The story of Pfc. Bradley Manning is a grand personal tragedy with a small potential for a happy ending.
On Wednesday, a military judge sentenced Manning to 35 years in prison for giving WikiLeaks some 750,000 classified military documents. On Thursday, Manning announced that he will begin living as a woman, and his name will be Chelsea Manning.
Those two stark facts may seem unrelated, but they are deeply intertwined.
“As I transition into this next phase of my life,” Manning wrote in a statement that Savannah Guthrie read on the “Today” show, “I want everyone to know the real me. I am Chelsea Manning. I am a female. Given the way that I feel, and have felt since childhood, I want to begin hormone therapy as soon as possible. I hope that you will support me in this transition. I also request that, starting today, you refer to me by my new name and use the feminine pronoun (except in official mail to the confinement facility).”

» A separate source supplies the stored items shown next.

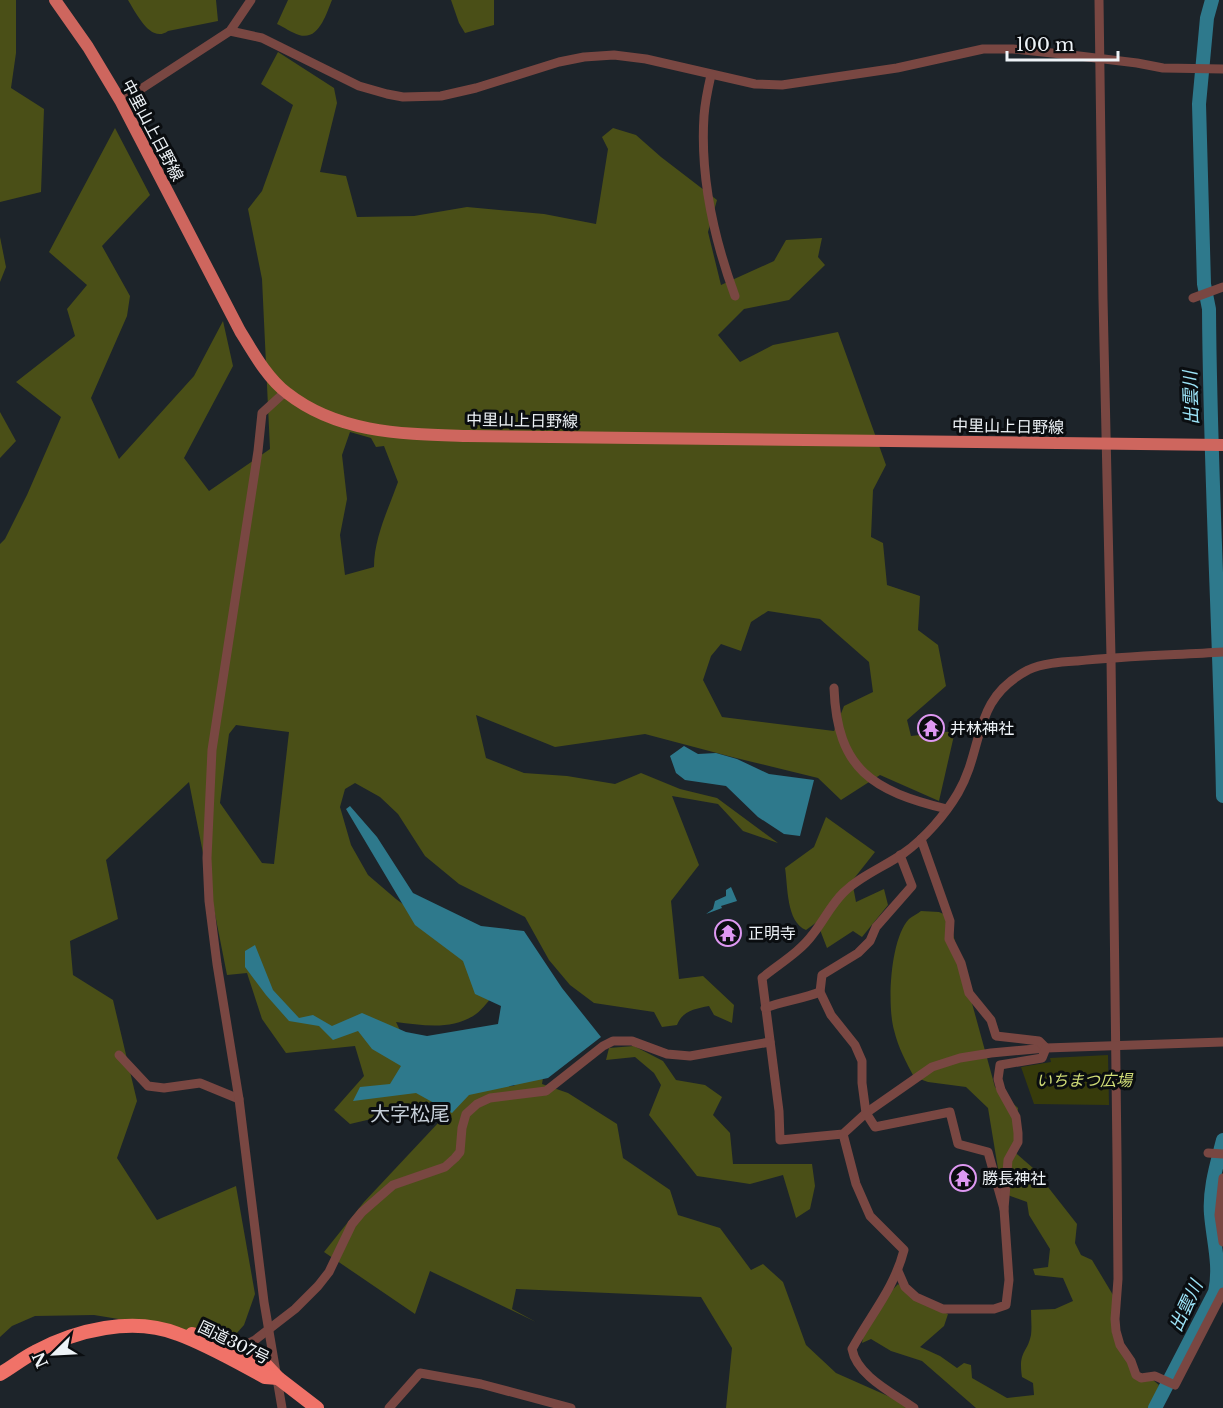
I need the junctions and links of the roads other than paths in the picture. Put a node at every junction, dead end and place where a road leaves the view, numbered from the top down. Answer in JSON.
{"nodes":[{"id":1,"x":55,"y":0,"type":"edge"},
{"id":2,"x":251,"y":0,"type":"edge"},
{"id":3,"x":1099,"y":0,"type":"edge"},
{"id":4,"x":230,"y":31,"type":"junction"},
{"id":5,"x":1101,"y":60,"type":"junction"},
{"id":6,"x":1223,"y":69,"type":"edge"},
{"id":7,"x":711,"y":75,"type":"junction"},
{"id":8,"x":121,"y":102,"type":"junction"},
{"id":9,"x":1223,"y":287,"type":"edge"},
{"id":10,"x":735,"y":296,"type":"dead end"},
{"id":11,"x":1193,"y":298,"type":"dead end"},
{"id":12,"x":285,"y":393,"type":"junction"},
{"id":13,"x":1106,"y":444,"type":"junction"},
{"id":14,"x":1223,"y":445,"type":"edge"},
{"id":15,"x":1223,"y":652,"type":"edge"},
{"id":16,"x":1111,"y":657,"type":"junction"},
{"id":17,"x":834,"y":688,"type":"dead end"},
{"id":18,"x":947,"y":809,"type":"junction"},
{"id":19,"x":921,"y":839,"type":"junction"},
{"id":20,"x":900,"y":855,"type":"junction"},
{"id":21,"x":820,"y":992,"type":"junction"},
{"id":22,"x":765,"y":1008,"type":"junction"},
{"id":23,"x":770,"y":1042,"type":"junction"},
{"id":24,"x":1220,"y":1042,"type":"edge"},
{"id":25,"x":1115,"y":1046,"type":"junction"},
{"id":26,"x":1046,"y":1048,"type":"junction"},
{"id":27,"x":119,"y":1055,"type":"dead end"},
{"id":28,"x":239,"y":1100,"type":"junction"},
{"id":29,"x":866,"y":1113,"type":"junction"},
{"id":30,"x":843,"y":1134,"type":"junction"},
{"id":31,"x":1208,"y":1153,"type":"dead end"},
{"id":32,"x":1223,"y":1154,"type":"edge"},
{"id":33,"x":1223,"y":1178,"type":"edge"},
{"id":34,"x":1004,"y":1209,"type":"junction"},
{"id":35,"x":1223,"y":1242,"type":"edge"},
{"id":36,"x":898,"y":1271,"type":"junction"},
{"id":37,"x":1223,"y":1292,"type":"edge"},
{"id":38,"x":269,"y":1328,"type":"junction"},
{"id":39,"x":177,"y":1333,"type":"junction"},
{"id":40,"x":234,"y":1347,"type":"junction"},
{"id":41,"x":0,"y":1374,"type":"edge"},
{"id":42,"x":278,"y":1378,"type":"junction"},
{"id":43,"x":282,"y":1408,"type":"edge"},
{"id":44,"x":317,"y":1408,"type":"edge"},
{"id":45,"x":389,"y":1408,"type":"edge"},
{"id":46,"x":571,"y":1408,"type":"edge"},
{"id":47,"x":914,"y":1408,"type":"edge"}],
"edges":[{"from":1,"to":8,"type":"main road","name":"中里山上日野線"},
{"from":2,"to":4,"type":"street"},
{"from":3,"to":5,"type":"street"},
{"from":4,"to":7,"type":"street"},
{"from":4,"to":8,"type":"street"},
{"from":5,"to":6,"type":"street"},
{"from":5,"to":7,"type":"street"},
{"from":5,"to":13,"type":"street"},
{"from":7,"to":10,"type":"street"},
{"from":8,"to":12,"type":"main road","name":"中里山上日野線"},
{"from":9,"to":11,"type":"street"},
{"from":12,"to":13,"type":"main road","name":"中里山上日野線"},
{"from":12,"to":28,"type":"street"},
{"from":13,"to":14,"type":"main road","name":"中里山上日野線"},
{"from":13,"to":16,"type":"street"},
{"from":15,"to":16,"type":"street"},
{"from":16,"to":18,"type":"street"},
{"from":16,"to":25,"type":"street"},
{"from":17,"to":18,"type":"street"},
{"from":18,"to":19,"type":"street"},
{"from":19,"to":20,"type":"street"},
{"from":19,"to":26,"type":"street"},
{"from":20,"to":21,"type":"street"},
{"from":20,"to":22,"type":"street"},
{"from":21,"to":22,"type":"street"},
{"from":21,"to":29,"type":"street"},
{"from":22,"to":23,"type":"street"},
{"from":23,"to":30,"type":"street"},
{"from":23,"to":38,"type":"street"},
{"from":24,"to":25,"type":"street"},
{"from":25,"to":26,"type":"street"},
{"from":25,"to":37,"type":"street"},
{"from":26,"to":29,"type":"street"},
{"from":26,"to":34,"type":"street"},
{"from":27,"to":28,"type":"street"},
{"from":28,"to":38,"type":"street"},
{"from":29,"to":30,"type":"street"},
{"from":29,"to":34,"type":"street"},
{"from":30,"to":36,"type":"street"},
{"from":31,"to":32,"type":"street"},
{"from":33,"to":35,"type":"street"},
{"from":34,"to":36,"type":"street"},
{"from":36,"to":47,"type":"street"},
{"from":38,"to":40,"type":"street"},
{"from":38,"to":42,"type":"street"},
{"from":39,"to":40,"type":"highway","name":"国道307号"},
{"from":39,"to":41,"type":"highway","name":"国道307号"},
{"from":39,"to":42,"type":"highway","name":"国道307号"},
{"from":40,"to":42,"type":"highway","name":"国道307号"},
{"from":42,"to":43,"type":"street"},
{"from":42,"to":44,"type":"highway","name":"国道307号"},
{"from":45,"to":46,"type":"street"}]}
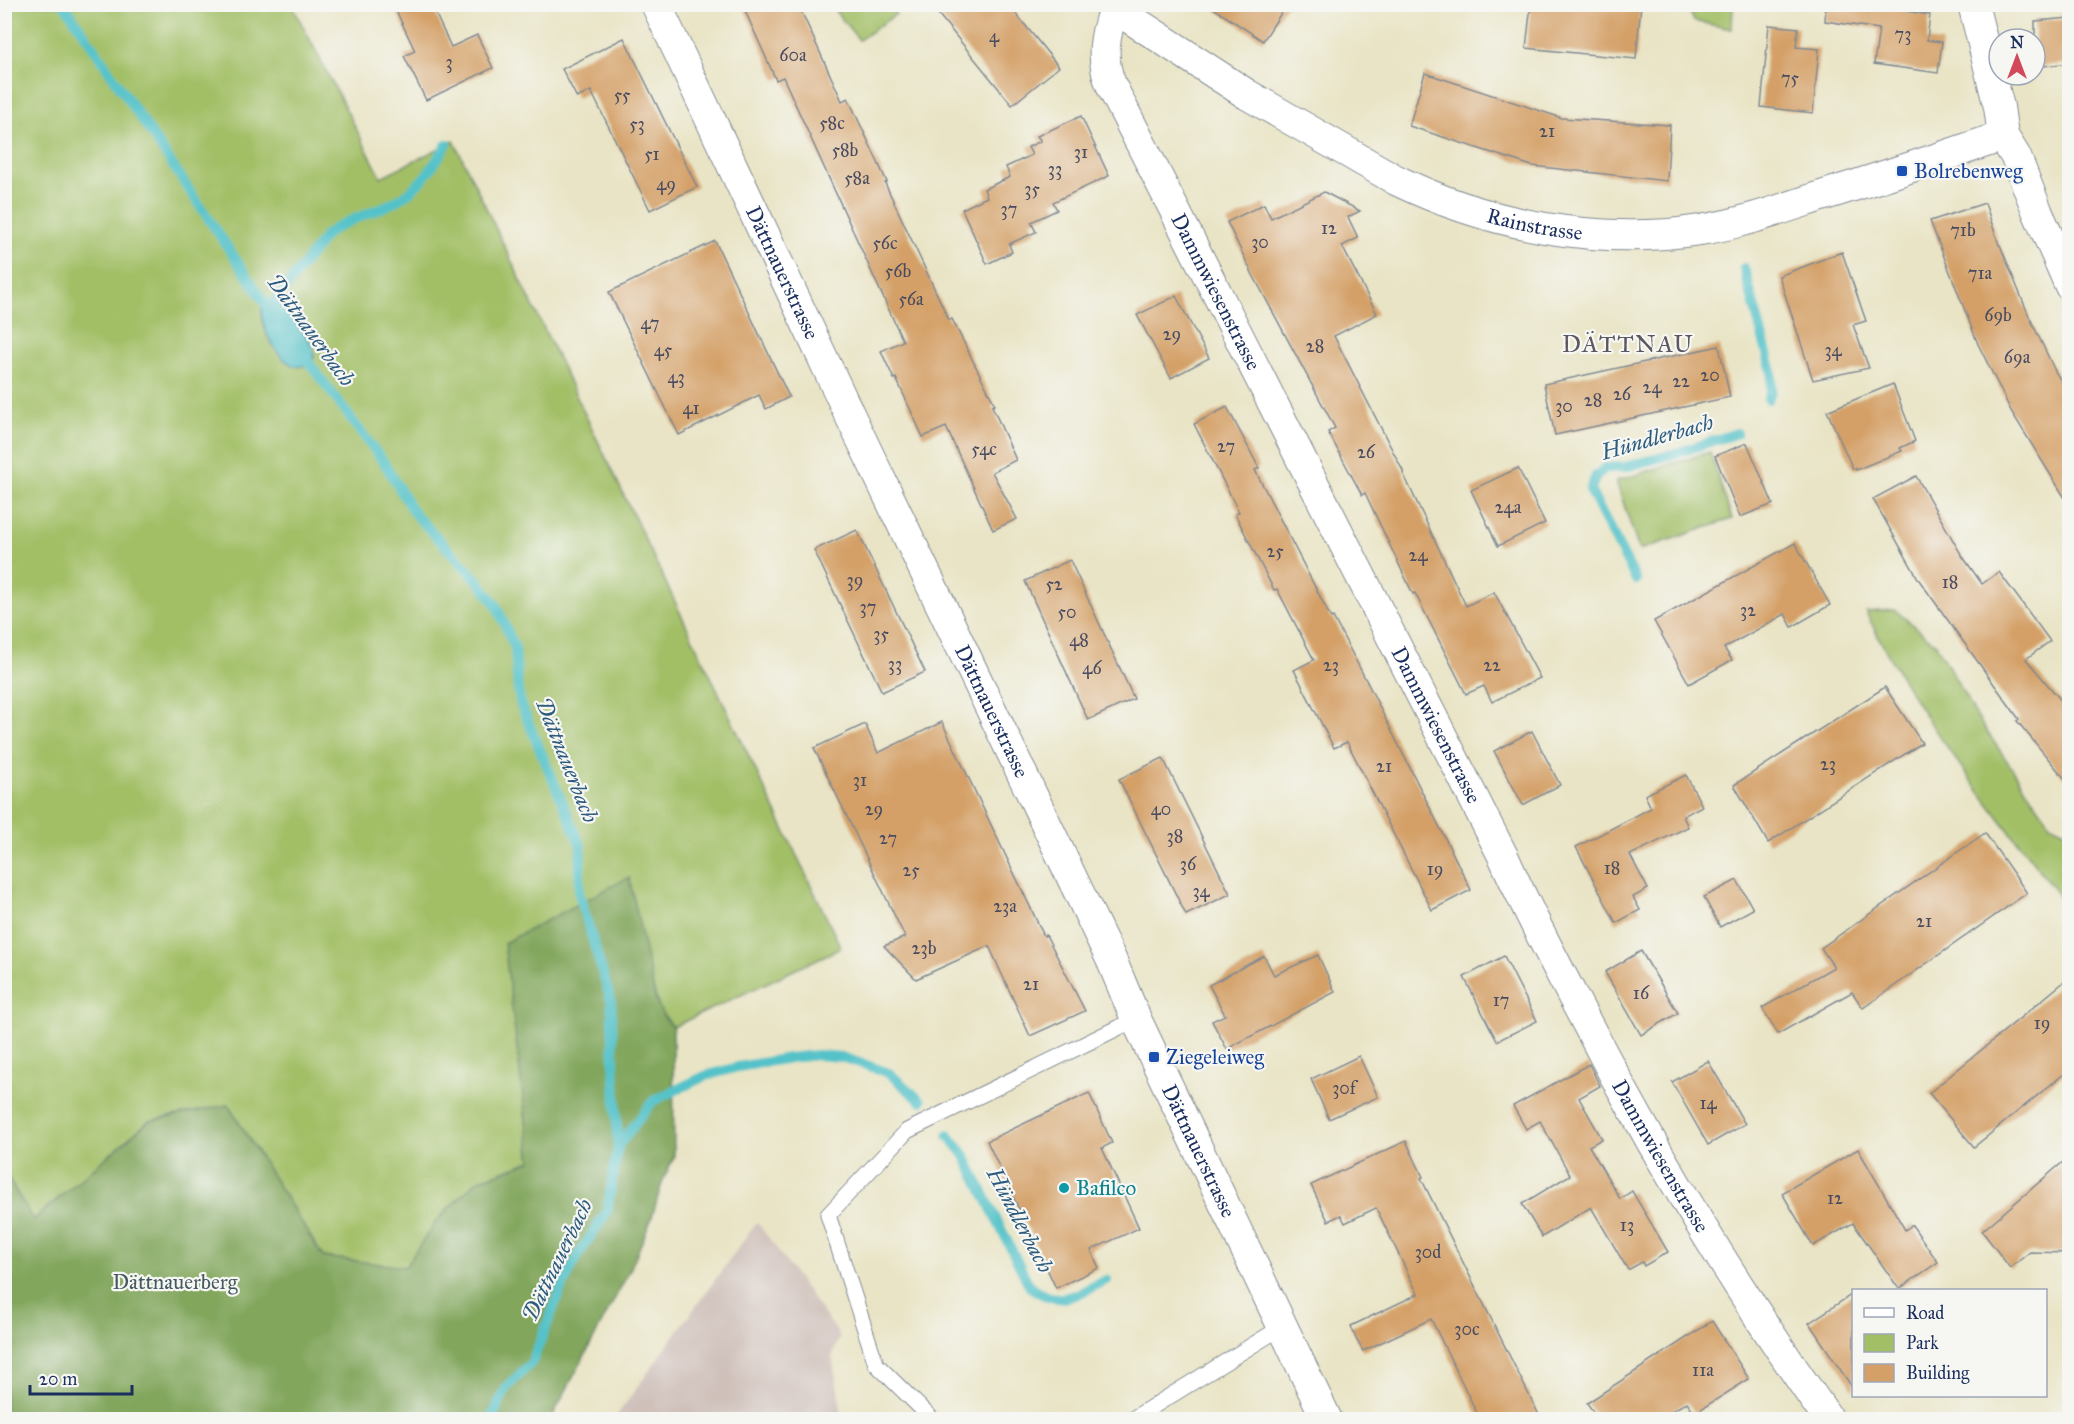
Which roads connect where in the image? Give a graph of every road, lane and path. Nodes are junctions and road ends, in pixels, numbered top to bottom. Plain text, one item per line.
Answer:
1 (656, 4) edge
2 (1973, 4) edge
3 (1111, 7) edge
4 (2003, 136) junction
5 (2070, 286) edge
6 (1136, 1019) junction
7 (1282, 1327) junction
8 (933, 1419) edge
9 (1131, 1419) edge
10 (1327, 1419) edge
11 (1829, 1419) edge

1 - 6 street, Dättnauerstrasse
2 - 4 street
3 - 4 street, Rainstrasse
3 - 11 street, Dammwiesenstrasse
4 - 5 street
6 - 7 street, Dättnauerstrasse
6 - 8 lane
7 - 9 lane
7 - 10 street, Dättnauerstrasse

This news will not shock those who have followed the testimony at Manning’s court-martial trial at Ft. Meade in Maryland.
Over the course of the trial, family members, mental health experts and superiors painted a portrait of an unbalanced young man from an extremely dysfunctional background coping poorly with questions about his identity at the very moment he was handling sensitive military intelligence.
A 20-year-old soldier responsible for analyzing insurgent threats, Manning was gay at a time when homosexuality was against military law, confused about whether he’d been born the right gender and an emotional basket case.
There were many warning signs: He had emailed a photograph of himself dressed as a woman in a blond wig to one of his supervisors with the subject line “My Problem.” The problem, Manning wrote, “makes my entire life feel like a bad dream that won’t end.” He was once found in a storage room, clutching his head, in a fetal position, with a knife at his feet. When rebuked for relatively minor infractions, he could go “catatonic” or resort to angry outbursts, turning over tables.
But his supervisors kept him on the job because they were short-staffed.
In January 2010, Manning downloaded and passed to WikiLeaks a trove of classified information.
The most memorable item, and the one that put WikiLeaks on the map, was the video of a 2007 American Apache helicopter attack in Baghdad.
Dubbed “Collateral Murder” by WikiLeaks, the video showed the helicopter firing on and killing a journalist and two Reuters employees who were carrying cameras that the pilots mistook for grenade launchers. The video also showed the helicopter firing on a van that stopped to help the injured journalists. Twelve people in all were killed in the botched attack.
Military authorities at Ft. Leavenworth, Kan., where Manning is to be incarcerated, must find a way to deal sensitively with the request for hormone therapy. Manning, whose extreme solitary confinement has been a kind of brutalization and a cause for international outrage, has expressed remorse for passing along the secret documents.
“I am sorry that my actions hurt people,” Manning told the judge during sentencing. “I am sorry that it hurt the United States.” (WikiLeaks founder Julian Assange said the apology was “extracted by force” and “extorted from him under the overbearing weight of the United States military justice system.”)
Despite the 35-year sentence (the government had requested 60), with good behavior and time already served Manning can be out in about eight years.
“This is a young man who is capable of being redeemed,” his attorney, David Coombs, said at the sentencing. “We should not rob him of his youth.”
In some quarters, Manning’s new identity has caused nary a ripple.
Thursday morning, midway through her interview with Coombs, after reading Manning’s statement, Guthrie seamlessly began referring to the soldier as “her.”
A few moments later, I looked up “Bradley Manning” in Wikipedia, and was redirected to a page called “Chelsea Manning.” All the pronouns had already been switched.